A hush fell over the room, and the duke scowled, perhaps expecting Cellini to launch a physical attack. And the artisan was sorely tempted.

 

But he knew that if he did, he risked offending Cosimo, too. Instead, mustering all his resolve, Cellini replied, in a cold and ironic tone, “Now I know you’ve gone off your head. Although that noble custom you just mentioned is reputedly practiced by many great kings and emperors—even Jove himself was said to have indulged in it with young Ganymede—I am a humble man of natural tastes myself, and so I don’t know anything about it.”

 

The duke looked relieved, and even Bandinelli, perhaps aware that he had gone too far, shrank back. Out of the corner of his eye, Cellini spotted the duchess coming, wearing the rope of pearls, and lest he get into yet another fracas, he quickly tried to extricate himself.

 

“I thank Your Lordship for this opportunity to see the antique torso, but I would like to return to my studio now. There is still a good deal of work to do on the medallion.”

 

As the duchess and one of her ladies entered the chamber, and Bandinelli bowed so low his beard nearly grazed the floor, Cellini made his escape. Eleonora threw him a look, as if to say I was counting on your support, but he pretended not to notice and didn’t even break his stride to study the Giotto fresco mounted above the staircase. Only when he was out in the Piazza again, standing before the Loggia dei Lanzi, with its pantheon of statuary on display, did he stop and bend over, his own hands on his knees, to breathe deeply and try to calm himself. If Bandinelli had had the nerve to fling such an accusation at him anywhere but the Duke de’Medici’s office, he’d have knocked his head off. His heart was pounding so hard that he could feel the cold metal of La Medusa, on its thick silver chain, bobbing under his shirt.

 

“Benvenuto. Are you feeling all right?”

 

He glanced up and saw the jeweler, Landi, no doubt heading to the Medici palace to sew up the sale of the pearl necklace.

 

“Yes, yes, I’m fine,” Cellini replied.

 

“Do you happen to know if her ladyship is receiving?”

 

“She is.”

 

Landi narrowed his eyes and smiled. “And is she in a buying mood?”

 

“When isn’t she?”

 

Landi laughed, said “God bless her for that,” and swaggered on. Cellini hoped that the duchess would keep his appraisal of the pearls to herself. He hardly needed to make another enemy in Florence.

 

It was dusk already, and the monumental sculptures in the square threw long shadows on the stones. Donatello’s Judith stood, sword raised above the head of the Assyrian general, Holofernes. Michelangelo Buonarotti’s David, armed with slingshot, gazed confidently across the courtyard. And Cellini, already an acknowledged master in so many arts, longed to make his own contribution to their august company.
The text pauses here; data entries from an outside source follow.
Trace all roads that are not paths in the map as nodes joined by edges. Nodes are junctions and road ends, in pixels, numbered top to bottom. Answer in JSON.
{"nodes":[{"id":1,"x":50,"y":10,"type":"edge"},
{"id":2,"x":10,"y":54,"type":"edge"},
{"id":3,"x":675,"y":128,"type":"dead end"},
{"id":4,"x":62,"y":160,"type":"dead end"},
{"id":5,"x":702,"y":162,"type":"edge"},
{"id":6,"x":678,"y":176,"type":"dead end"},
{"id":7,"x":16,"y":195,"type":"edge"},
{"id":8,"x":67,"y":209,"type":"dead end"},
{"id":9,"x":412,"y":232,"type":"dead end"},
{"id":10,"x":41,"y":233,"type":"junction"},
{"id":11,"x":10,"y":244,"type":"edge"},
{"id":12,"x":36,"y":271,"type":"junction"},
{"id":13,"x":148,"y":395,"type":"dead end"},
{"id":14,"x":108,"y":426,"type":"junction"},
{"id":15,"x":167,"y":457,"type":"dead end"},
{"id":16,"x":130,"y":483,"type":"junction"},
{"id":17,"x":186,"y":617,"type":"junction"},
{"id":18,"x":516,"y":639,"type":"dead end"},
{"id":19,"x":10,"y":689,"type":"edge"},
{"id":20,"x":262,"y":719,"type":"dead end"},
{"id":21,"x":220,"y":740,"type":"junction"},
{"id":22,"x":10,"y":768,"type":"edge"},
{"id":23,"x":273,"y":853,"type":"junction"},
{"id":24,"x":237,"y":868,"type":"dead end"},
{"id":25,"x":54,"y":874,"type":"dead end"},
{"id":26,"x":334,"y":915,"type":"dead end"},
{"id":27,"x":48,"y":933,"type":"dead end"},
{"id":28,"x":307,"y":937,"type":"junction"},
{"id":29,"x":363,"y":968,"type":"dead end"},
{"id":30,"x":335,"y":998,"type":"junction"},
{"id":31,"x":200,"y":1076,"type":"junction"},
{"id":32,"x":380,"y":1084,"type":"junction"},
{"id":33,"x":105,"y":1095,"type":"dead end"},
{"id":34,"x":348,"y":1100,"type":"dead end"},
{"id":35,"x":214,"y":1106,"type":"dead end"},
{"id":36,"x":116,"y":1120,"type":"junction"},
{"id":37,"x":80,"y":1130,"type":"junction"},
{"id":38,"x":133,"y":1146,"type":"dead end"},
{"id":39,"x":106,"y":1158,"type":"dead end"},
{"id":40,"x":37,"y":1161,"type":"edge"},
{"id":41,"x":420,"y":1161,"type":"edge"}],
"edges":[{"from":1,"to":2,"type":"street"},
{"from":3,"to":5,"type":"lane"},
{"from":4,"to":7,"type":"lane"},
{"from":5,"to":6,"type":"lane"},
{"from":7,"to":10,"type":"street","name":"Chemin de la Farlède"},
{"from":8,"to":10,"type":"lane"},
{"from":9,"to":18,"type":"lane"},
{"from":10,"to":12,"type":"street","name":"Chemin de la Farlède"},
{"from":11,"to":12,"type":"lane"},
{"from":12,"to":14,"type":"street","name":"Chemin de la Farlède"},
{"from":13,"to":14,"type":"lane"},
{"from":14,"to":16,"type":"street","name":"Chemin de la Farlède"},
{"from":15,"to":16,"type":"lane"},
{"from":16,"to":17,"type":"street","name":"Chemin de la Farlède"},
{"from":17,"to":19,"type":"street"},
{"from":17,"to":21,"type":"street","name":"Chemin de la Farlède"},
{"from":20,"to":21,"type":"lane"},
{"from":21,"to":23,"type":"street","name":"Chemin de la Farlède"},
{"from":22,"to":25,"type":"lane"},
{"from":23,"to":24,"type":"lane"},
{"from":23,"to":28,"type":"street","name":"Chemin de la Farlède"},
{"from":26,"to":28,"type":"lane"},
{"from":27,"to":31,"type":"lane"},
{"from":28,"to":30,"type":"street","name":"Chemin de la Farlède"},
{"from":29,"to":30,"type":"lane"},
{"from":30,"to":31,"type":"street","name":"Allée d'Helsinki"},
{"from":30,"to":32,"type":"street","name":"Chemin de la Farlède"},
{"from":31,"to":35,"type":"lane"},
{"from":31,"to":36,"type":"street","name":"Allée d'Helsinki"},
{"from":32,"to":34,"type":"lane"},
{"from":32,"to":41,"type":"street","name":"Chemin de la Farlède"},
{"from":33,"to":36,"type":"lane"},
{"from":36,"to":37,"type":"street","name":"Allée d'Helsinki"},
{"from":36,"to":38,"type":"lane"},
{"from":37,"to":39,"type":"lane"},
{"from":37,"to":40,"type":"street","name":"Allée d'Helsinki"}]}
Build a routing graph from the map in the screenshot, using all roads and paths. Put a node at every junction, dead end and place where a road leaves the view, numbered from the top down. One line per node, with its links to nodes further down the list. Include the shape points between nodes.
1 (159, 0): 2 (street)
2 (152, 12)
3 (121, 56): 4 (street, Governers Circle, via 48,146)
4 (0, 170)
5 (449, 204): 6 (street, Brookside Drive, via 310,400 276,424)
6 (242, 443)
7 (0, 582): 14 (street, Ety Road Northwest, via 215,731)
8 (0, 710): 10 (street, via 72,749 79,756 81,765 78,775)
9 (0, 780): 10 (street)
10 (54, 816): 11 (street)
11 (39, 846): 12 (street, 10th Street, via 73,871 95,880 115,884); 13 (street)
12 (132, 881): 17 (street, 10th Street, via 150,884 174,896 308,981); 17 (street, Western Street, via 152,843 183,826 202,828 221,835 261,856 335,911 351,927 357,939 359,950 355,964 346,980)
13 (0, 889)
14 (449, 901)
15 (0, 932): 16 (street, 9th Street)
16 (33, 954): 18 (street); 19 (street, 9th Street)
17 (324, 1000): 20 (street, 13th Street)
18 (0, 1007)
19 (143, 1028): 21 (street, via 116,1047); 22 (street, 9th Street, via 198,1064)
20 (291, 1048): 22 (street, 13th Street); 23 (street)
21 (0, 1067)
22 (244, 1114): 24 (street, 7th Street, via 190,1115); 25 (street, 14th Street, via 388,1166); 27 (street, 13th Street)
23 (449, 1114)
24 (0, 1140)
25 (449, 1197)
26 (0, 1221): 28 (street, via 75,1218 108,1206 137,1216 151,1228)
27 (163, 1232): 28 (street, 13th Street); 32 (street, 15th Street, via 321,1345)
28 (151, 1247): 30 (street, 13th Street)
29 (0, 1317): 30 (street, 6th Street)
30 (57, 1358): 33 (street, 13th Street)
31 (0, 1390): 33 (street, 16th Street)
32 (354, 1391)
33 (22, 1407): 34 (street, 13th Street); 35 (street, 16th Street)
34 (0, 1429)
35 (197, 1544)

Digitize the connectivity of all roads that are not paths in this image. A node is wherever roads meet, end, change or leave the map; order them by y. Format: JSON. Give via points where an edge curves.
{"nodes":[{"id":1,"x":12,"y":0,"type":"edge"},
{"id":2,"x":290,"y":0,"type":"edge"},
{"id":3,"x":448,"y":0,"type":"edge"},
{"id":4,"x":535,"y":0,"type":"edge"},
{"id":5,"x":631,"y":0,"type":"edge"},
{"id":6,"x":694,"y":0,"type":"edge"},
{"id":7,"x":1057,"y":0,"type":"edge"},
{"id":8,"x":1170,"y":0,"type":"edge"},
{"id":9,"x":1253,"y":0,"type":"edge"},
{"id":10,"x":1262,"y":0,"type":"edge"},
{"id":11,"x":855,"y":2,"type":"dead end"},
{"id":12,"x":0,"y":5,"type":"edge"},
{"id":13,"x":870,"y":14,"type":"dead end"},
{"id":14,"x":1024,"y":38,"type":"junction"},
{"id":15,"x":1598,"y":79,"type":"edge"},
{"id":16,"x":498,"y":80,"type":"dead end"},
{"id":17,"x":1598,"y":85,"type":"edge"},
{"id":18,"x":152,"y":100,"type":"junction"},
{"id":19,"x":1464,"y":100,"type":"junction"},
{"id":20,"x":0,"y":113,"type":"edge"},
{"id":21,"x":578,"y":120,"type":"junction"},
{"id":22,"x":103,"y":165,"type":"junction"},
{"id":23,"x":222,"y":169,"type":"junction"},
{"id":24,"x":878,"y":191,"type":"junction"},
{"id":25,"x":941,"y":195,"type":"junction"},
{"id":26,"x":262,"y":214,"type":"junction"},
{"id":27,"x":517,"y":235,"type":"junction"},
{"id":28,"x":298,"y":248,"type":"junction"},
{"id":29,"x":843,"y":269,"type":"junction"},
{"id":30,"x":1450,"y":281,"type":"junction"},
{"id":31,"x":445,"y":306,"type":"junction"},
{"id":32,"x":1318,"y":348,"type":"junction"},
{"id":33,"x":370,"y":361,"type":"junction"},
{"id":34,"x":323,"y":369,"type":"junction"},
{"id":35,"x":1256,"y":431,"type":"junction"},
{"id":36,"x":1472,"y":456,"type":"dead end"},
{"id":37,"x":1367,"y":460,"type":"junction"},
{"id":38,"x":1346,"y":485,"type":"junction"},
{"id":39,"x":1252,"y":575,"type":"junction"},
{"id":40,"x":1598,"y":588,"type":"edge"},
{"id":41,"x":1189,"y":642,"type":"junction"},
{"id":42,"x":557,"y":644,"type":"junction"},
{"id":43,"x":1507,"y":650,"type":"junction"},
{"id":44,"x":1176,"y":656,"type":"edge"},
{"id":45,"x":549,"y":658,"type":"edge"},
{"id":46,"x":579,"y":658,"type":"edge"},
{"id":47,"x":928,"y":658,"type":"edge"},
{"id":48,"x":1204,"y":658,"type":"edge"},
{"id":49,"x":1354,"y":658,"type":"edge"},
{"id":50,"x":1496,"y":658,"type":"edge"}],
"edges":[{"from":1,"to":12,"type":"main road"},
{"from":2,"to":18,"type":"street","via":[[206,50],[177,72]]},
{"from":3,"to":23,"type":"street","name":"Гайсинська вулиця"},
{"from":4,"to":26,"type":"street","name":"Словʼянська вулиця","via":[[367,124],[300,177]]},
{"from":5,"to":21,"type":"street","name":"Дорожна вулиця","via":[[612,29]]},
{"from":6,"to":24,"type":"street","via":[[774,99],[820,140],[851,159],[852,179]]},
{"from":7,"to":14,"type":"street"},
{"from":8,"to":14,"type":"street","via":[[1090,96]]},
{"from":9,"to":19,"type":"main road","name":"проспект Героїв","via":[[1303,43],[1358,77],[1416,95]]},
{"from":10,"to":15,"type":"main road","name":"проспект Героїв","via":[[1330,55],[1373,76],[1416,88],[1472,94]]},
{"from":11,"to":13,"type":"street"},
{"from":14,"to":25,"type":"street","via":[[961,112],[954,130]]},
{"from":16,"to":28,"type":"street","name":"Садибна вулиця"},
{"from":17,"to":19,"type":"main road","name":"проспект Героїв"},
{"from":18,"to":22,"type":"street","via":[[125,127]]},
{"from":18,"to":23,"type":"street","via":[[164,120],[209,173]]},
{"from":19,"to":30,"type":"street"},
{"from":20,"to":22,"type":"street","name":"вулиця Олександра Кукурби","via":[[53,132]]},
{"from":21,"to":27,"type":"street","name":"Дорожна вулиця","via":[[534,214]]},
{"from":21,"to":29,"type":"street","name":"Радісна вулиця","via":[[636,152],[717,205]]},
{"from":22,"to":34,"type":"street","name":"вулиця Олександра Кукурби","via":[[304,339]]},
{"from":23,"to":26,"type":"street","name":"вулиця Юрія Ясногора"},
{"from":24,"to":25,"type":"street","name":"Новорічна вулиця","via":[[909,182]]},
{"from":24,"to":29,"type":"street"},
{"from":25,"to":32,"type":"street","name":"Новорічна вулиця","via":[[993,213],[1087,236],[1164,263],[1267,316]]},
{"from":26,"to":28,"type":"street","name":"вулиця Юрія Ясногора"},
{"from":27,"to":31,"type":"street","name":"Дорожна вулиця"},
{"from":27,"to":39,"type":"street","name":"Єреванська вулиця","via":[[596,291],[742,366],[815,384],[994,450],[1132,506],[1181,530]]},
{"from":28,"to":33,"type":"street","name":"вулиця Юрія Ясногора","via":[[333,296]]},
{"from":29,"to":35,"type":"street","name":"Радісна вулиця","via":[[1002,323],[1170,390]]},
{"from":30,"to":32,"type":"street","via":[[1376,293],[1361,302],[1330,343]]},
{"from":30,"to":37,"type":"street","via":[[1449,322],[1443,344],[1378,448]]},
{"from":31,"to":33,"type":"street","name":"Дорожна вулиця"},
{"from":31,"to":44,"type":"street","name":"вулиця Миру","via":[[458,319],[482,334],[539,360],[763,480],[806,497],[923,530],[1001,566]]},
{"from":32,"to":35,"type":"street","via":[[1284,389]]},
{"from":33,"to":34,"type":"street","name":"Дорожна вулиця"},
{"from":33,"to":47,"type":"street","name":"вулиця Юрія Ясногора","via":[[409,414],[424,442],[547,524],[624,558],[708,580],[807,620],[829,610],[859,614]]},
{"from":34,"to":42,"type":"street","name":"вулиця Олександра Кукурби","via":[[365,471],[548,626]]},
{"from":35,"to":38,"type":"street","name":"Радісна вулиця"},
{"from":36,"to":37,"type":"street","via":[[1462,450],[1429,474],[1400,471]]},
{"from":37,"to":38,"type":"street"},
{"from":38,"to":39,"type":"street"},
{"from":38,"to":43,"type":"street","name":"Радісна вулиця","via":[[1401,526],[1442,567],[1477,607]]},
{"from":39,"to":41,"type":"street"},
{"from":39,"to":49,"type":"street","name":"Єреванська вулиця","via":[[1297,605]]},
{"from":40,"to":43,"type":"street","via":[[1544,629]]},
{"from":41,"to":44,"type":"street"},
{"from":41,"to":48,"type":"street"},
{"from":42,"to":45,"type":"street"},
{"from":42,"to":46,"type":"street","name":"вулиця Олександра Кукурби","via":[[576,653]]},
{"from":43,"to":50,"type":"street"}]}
What the piazza needed, and what he knew he could provide, was a bronze more perfectly modeled and chased and refined than any such statue ever done.

 

Its subject?

 

The hero Perseus … in the winged sandals given to him by Hermes, and holding the sword—forged by Hephaestus himself, to defeat the Gorgon—bestowed on him by Athena.

 

What could be more fitting, more dramatic, and more likely to make Bandinelli hang himself in envy?

 

With that happy thought in mind, he headed off to the Ponte Vecchio, so that he could stop at the artisans’ shops that lined both sides of the bridge and pickup some much-needed supplies. He thought it also might be nice to buy some little gift for Caterina, perhaps a bit of lace, or maybe an amber comb. She was undoubtedly attending to her hair, and he was confident that as it grew out, it would return to its lustrous black.

 

But as for Caterina herself … that was another question completely. When would she realize the full import of what had happened? When would she discover the full effect of the moonlight striking the glass? A year? Five years? When would she know?